[Stored data entries]

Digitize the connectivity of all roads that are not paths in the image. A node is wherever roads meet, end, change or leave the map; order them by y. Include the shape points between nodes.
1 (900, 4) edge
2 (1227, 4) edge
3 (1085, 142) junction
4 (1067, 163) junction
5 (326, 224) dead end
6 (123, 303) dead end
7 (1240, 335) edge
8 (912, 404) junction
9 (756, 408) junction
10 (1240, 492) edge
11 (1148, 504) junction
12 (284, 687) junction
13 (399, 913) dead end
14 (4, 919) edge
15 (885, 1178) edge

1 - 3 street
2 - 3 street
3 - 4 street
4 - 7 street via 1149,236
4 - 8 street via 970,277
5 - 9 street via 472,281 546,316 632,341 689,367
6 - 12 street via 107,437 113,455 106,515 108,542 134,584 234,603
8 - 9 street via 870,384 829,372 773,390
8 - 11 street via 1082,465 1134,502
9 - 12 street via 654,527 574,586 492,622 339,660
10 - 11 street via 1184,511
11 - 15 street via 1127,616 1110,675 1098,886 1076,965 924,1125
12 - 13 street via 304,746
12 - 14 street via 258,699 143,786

▶ **WORK TO BE COMPLETED**
Word for word, repeat each entry shown above.

▶ **ANSWER TO THIS PROBLEM**
Digitize the connectivity of all roads that are not paths in the image. A node is wherever roads meet, end, change or leave the map; order them by y. Include the shape points between nodes.
1 (900, 4) edge
2 (1227, 4) edge
3 (1085, 142) junction
4 (1067, 163) junction
5 (326, 224) dead end
6 (123, 303) dead end
7 (1240, 335) edge
8 (912, 404) junction
9 (756, 408) junction
10 (1240, 492) edge
11 (1148, 504) junction
12 (284, 687) junction
13 (399, 913) dead end
14 (4, 919) edge
15 (885, 1178) edge

1 - 3 street
2 - 3 street
3 - 4 street
4 - 7 street via 1149,236
4 - 8 street via 970,277
5 - 9 street via 472,281 546,316 632,341 689,367
6 - 12 street via 107,437 113,455 106,515 108,542 134,584 234,603
8 - 9 street via 870,384 829,372 773,390
8 - 11 street via 1082,465 1134,502
9 - 12 street via 654,527 574,586 492,622 339,660
10 - 11 street via 1184,511
11 - 15 street via 1127,616 1110,675 1098,886 1076,965 924,1125
12 - 13 street via 304,746
12 - 14 street via 258,699 143,786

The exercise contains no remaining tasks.